Statistics seem to support this. For instance, as at end-2015, i.e. approximately eight months after the GST came into effect, some consumer prices rose at a double-digit pace (e.g. 14% and 15% for fresh vegetables and preserved fruits, respectively), based on data from the Department of Statistics. While general food items climbed by only 3.2% in that period, prices of basic food items like fresh fish and seafood rose by 6% to 7%.
Such marked increases were masked by a benign overall Consumer Price Index, which grew by just 2.6% in the same period. And as consumers grumbled about having to pay higher prices, some businesses illegally offered two types of charges to consumers, i.e. “with or without GST”. Now, with the zero-rated GST as announced by the Government, consumers are hoping that prices will start to decline in the near term.
But from the Government’s perspective, the Federal Government will no longer be enjoying the GST revenue that filled its coffers in the past two years. Based on official statistics, GST revenue averaged circa RM43 billion per annum in 2016 and 2017, far more than the amount collected under the sales and service tax (SST) regime in the preceding years. In 2013 and 2014, for example, revenue from SST only averaged RM17 billion per annum. To some extent, the GST had enabled the Government to continue its fiscal consolidation efforts in 2016 and 2017 despite seeing its oil-related revenue falling as a result of a steep decline in crude oil prices in 2015 and 2016. As such, Malaysia managed to lower the budget deficit to 3% of gross domestic product (GDP) by 2017.
Strictly from a sovereign credit rating perspective, the absence of GST revenue this year will be a negative factor for Malaysia. But this is already expected, as the standard mathematical ‘template’ used by credit rating agencies would show a shrinking amount in the Government’s coffers without this form of revenue. But the Government insists that the loss in GST revenue can be compensated in a few ways, which among others would include a combination of higher crude oil revenue this year (due to higher global crude oil prices), a reduction in operating expenditures (OPEX), as well as a reprioritisation of selected mega projects. If one were to make a guesstimate, these offsetting measures could partly cushion the impact of the loss in GST revenue. For instance, assuming that: (i) the Malaysian economy grows at a nominal rate of 7% to 8% this year, i.e. its median growth rate post-Global Financial Crisis, (ii) extra revenue of RM7-8 billion comes from higher global crude oil prices this year (compared with the USD52 per barrel assumed in Budget 2018), and (iii) operating expenditures are reduced by, say, 3% to 4%, this year’s budget gap could end up being around RM44 billion after taking into account oil and electricity subsidies. Hence, the budget deficit may end up being circa 3% of GDP again this year, the same level as last year. No problem here.

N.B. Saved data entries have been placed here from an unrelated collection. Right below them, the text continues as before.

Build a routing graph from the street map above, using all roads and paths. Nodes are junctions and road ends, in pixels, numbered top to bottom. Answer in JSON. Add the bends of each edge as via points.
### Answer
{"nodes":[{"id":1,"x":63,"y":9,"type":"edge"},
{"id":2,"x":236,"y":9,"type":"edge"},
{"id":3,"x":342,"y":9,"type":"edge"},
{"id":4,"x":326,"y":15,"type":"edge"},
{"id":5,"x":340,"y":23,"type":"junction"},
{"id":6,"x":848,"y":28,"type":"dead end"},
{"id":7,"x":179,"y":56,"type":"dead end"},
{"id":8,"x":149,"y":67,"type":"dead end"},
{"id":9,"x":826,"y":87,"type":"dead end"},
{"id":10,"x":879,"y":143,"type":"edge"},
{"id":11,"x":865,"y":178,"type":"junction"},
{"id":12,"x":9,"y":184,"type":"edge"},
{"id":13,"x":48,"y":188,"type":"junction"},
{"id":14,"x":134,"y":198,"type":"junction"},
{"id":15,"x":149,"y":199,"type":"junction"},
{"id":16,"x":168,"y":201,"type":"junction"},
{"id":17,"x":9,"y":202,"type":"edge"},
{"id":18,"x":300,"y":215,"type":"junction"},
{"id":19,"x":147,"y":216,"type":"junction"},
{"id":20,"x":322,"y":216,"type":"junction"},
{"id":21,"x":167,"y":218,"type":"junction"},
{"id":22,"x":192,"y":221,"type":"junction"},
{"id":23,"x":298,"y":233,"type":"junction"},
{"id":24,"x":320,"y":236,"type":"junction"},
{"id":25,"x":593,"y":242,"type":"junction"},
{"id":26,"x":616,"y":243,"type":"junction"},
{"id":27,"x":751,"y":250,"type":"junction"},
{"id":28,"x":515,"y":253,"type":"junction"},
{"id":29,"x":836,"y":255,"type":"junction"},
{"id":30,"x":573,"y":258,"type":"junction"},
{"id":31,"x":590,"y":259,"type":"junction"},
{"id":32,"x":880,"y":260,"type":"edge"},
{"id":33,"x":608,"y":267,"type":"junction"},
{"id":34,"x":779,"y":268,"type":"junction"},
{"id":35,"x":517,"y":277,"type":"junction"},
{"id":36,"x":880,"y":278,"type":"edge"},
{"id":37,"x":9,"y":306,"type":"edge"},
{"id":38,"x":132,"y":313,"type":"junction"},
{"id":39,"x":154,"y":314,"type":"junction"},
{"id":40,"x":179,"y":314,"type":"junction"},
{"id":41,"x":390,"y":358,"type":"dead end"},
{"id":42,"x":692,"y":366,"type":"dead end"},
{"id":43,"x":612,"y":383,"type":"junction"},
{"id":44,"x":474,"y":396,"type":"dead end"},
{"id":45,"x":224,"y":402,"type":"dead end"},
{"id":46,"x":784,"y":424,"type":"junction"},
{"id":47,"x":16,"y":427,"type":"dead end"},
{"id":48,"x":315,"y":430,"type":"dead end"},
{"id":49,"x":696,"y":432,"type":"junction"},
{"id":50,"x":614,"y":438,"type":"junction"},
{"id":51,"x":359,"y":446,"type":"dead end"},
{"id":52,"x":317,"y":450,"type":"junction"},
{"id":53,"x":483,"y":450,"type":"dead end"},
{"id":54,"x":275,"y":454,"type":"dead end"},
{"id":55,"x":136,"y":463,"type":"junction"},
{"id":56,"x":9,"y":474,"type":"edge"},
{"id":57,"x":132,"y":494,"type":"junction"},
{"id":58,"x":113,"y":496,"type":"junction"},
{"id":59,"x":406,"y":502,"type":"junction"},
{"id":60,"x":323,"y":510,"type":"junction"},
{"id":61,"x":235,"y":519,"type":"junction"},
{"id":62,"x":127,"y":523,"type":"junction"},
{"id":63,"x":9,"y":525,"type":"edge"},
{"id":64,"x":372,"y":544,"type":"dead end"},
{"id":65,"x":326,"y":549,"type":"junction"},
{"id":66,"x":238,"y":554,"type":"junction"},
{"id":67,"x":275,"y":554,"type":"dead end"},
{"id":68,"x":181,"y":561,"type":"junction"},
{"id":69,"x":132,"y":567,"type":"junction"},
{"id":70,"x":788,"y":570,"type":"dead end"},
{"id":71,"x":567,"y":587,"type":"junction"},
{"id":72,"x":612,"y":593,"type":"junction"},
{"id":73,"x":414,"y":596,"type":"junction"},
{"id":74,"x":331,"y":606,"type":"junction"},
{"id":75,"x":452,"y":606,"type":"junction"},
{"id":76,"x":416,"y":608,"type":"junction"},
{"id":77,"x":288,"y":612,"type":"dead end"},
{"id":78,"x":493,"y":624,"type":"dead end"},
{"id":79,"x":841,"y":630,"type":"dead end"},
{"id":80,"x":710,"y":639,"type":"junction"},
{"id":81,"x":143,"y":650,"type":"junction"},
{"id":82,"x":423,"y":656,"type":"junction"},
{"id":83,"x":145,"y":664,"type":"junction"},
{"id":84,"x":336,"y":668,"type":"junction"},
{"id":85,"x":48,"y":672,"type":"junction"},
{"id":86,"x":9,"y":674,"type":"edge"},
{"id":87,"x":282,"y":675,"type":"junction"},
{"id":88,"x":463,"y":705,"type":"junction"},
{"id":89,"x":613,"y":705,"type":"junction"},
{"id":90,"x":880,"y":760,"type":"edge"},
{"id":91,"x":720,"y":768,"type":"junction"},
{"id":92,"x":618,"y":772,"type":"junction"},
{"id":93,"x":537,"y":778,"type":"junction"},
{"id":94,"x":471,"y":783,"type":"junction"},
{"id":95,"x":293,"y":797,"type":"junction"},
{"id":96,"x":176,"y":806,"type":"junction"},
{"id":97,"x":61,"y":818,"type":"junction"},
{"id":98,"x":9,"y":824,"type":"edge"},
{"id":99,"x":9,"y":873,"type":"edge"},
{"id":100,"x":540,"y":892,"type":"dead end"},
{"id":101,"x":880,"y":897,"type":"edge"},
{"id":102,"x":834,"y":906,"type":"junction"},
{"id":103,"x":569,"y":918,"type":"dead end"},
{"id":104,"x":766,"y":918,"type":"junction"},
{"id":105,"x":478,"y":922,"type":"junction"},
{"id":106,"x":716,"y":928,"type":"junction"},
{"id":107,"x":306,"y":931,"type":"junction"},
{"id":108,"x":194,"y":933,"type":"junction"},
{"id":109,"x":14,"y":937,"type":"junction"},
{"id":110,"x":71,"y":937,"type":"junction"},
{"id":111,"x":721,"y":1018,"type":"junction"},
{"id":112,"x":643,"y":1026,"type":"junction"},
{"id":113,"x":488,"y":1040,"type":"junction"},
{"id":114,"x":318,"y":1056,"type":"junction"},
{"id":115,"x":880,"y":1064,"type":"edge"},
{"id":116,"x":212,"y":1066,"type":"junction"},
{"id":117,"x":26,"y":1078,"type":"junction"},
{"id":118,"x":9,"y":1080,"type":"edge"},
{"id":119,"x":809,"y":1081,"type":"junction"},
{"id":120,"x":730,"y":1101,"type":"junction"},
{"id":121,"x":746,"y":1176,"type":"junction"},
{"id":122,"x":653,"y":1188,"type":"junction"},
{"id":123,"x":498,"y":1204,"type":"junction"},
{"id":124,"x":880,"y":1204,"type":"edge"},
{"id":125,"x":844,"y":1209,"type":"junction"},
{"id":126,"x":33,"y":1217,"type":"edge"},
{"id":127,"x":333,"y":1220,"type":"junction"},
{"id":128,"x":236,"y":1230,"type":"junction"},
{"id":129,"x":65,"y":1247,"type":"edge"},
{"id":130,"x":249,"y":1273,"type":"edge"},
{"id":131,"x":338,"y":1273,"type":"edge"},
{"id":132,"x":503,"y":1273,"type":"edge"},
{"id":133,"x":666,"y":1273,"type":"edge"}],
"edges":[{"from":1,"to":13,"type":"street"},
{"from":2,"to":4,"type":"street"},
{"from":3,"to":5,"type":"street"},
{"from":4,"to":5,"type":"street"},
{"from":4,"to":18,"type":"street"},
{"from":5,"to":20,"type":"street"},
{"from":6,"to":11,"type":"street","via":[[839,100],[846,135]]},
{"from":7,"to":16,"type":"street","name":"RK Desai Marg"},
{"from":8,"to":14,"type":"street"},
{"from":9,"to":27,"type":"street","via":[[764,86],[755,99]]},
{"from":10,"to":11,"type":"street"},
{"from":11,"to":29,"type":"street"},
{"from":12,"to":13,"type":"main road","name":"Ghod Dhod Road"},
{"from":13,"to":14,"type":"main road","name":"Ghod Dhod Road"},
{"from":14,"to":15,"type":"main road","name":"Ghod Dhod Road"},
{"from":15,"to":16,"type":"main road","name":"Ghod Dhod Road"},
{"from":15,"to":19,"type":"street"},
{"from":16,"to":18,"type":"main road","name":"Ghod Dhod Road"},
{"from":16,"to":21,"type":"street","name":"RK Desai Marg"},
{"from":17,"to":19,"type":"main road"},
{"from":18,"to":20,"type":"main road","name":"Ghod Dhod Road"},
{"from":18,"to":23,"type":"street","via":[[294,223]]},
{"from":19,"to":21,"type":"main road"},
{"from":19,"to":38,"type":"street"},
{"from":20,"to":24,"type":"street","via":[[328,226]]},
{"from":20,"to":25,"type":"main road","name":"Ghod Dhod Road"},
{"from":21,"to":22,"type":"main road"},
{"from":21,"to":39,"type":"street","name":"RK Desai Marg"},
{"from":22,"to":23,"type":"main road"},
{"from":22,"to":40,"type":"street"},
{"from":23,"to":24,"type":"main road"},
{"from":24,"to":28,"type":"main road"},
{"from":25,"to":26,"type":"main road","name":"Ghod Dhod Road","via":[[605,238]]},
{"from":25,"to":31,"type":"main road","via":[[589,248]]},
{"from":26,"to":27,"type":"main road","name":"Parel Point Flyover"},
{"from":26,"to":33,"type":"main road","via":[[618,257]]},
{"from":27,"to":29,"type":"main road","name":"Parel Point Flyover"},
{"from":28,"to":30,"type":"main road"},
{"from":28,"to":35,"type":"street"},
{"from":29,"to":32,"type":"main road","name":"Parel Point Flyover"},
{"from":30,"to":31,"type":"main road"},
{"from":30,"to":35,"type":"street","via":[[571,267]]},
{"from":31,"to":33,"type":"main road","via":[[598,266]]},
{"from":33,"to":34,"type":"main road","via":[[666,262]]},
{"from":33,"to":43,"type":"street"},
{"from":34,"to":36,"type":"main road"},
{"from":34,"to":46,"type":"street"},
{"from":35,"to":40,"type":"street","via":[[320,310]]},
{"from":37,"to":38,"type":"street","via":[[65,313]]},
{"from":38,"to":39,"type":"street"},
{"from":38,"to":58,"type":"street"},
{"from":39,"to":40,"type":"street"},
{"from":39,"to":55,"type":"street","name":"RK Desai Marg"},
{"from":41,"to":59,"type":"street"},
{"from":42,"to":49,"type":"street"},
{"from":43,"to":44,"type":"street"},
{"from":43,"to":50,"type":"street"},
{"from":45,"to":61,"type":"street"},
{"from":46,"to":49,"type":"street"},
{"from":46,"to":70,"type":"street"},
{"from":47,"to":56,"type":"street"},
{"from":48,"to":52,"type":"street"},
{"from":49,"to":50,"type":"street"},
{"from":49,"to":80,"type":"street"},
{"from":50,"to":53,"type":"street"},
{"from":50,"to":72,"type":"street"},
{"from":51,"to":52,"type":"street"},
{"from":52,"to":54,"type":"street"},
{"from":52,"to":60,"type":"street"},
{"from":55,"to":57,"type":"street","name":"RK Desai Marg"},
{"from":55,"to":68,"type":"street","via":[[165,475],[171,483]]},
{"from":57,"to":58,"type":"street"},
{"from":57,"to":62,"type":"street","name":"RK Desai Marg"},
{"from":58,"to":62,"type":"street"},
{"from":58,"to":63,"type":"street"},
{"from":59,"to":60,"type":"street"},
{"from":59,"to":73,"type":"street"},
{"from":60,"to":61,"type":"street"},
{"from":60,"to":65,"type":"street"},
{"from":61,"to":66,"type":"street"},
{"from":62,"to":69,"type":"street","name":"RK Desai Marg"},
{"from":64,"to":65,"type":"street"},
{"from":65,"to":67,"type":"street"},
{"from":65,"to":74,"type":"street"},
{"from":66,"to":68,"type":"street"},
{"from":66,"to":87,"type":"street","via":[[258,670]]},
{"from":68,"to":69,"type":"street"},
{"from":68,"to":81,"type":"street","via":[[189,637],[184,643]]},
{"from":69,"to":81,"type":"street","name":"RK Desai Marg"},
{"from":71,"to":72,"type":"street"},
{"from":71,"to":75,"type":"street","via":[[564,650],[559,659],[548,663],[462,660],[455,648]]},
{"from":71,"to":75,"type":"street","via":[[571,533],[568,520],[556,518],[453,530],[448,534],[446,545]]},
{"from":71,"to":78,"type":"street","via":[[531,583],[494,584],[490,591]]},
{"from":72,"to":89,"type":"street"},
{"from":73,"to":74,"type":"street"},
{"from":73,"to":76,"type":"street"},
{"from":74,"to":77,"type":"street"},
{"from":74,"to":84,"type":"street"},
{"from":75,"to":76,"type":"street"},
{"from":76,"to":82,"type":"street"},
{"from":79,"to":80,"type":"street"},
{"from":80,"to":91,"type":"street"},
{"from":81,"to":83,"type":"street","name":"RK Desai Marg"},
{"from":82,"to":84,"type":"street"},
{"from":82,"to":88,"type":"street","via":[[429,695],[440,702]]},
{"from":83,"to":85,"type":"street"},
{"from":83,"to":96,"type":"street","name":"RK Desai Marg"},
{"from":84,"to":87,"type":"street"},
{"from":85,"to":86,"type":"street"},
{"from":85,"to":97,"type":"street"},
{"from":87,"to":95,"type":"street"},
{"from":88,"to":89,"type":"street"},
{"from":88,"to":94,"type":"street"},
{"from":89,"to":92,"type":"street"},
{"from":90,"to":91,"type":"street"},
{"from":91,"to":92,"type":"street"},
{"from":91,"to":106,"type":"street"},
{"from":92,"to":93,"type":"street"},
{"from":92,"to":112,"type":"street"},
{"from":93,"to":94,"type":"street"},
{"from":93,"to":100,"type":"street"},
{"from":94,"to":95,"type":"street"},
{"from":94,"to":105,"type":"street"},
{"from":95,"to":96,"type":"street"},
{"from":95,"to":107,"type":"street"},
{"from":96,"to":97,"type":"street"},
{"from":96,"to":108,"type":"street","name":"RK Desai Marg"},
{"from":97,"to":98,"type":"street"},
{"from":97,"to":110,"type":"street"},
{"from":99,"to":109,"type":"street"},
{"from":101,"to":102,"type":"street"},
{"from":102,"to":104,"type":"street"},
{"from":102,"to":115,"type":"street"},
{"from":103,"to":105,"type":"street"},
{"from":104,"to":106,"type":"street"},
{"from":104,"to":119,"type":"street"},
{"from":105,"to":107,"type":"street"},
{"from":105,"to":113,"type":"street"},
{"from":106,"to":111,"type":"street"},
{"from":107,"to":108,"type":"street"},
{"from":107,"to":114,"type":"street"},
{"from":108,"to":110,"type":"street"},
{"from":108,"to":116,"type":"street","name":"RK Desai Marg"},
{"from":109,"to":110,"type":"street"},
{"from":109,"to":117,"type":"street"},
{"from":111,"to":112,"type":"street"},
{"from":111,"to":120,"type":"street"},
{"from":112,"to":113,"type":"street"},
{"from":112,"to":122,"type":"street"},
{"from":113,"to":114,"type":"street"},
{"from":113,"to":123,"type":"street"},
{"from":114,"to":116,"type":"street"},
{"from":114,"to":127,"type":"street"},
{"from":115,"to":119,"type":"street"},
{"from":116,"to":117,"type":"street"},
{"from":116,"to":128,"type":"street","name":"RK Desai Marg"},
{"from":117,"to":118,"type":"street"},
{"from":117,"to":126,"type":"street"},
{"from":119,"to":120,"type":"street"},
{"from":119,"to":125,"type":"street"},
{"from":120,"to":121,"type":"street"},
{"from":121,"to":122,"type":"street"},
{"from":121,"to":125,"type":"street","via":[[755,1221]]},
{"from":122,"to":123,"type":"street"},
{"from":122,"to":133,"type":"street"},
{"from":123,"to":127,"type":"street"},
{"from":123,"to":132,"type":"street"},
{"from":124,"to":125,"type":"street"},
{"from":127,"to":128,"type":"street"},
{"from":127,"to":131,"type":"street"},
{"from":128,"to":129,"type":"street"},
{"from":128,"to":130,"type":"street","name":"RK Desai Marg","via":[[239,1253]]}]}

But there are “buts” here and there in this scenario. First and foremost, credit rating agencies look beyond a one- or two-year horizon in assessing a country’s fiscal landscape. As such, a critical question would be – how would the fiscal path look like without GST beyond 2018? Of course, the positive point here is that the amount to be collected under the impending SST would likely be higher than the amount collected under SST in the previous years as there are now more taxpayers than before. The GST, in some ways, had unearthed some of those who never paid taxes before, and these businesses will continue paying taxes under the SST regime.
However, economists are still wondering if the impending SST could at least bring in a decent portion of the amount generated by the GST in the past two years. There are also questions about other revenue-generating measures that the Government may introduce in the near term. After all, Malaysia’s revenue as a percentage of GDP has been declining from 23% in the 1990’s, to 21% in the 2000’s, and to 19% between 2010 and 2017. This is below the median of A-rated countries, which stood at over 35% of GDP in 2017. The Government would likely touch on these points with the rakyat in the coming days.
Notwithstanding this, the reduction in operating expenditures will, to some extent, help maintain the Government’s fiscal health going forward. Although chunky items like emoluments, debt service charges, as well as pensions and gratuities are difficult to slash, allocations for “supplies and services” and “subsidies” can be tweaked in order to lower OPEX in the future. In the past, the Government had fiddled with subsidies to mitigate the growth of OPEX. Going forward, with increased transparency, the present government is banking on greater efficiency to help reduce OPEX.
Beyond fiscal issues, economists will also be watching consumer prices to see if prices would actually decline under the zero-rated GST regime. After all, this is the main objective of abolishing GST in the first place. Several quarters argue that it would have a neutral impact on consumer spending as prices may not decline as much as expected. “Price stickiness” could be a challenge to policymakers as businesses may, for example, be reluctant to reduce prices due to their profiteering motive. For example, a restaurant owner who already built in GST charges in his prices may not have the incentive to lower his prices as his customers would hardly remember the prices of the different dishes served. By not changing the prices in the menu, he could make extra profits effortlessly. To avoid this, alternative mechanisms may be needed.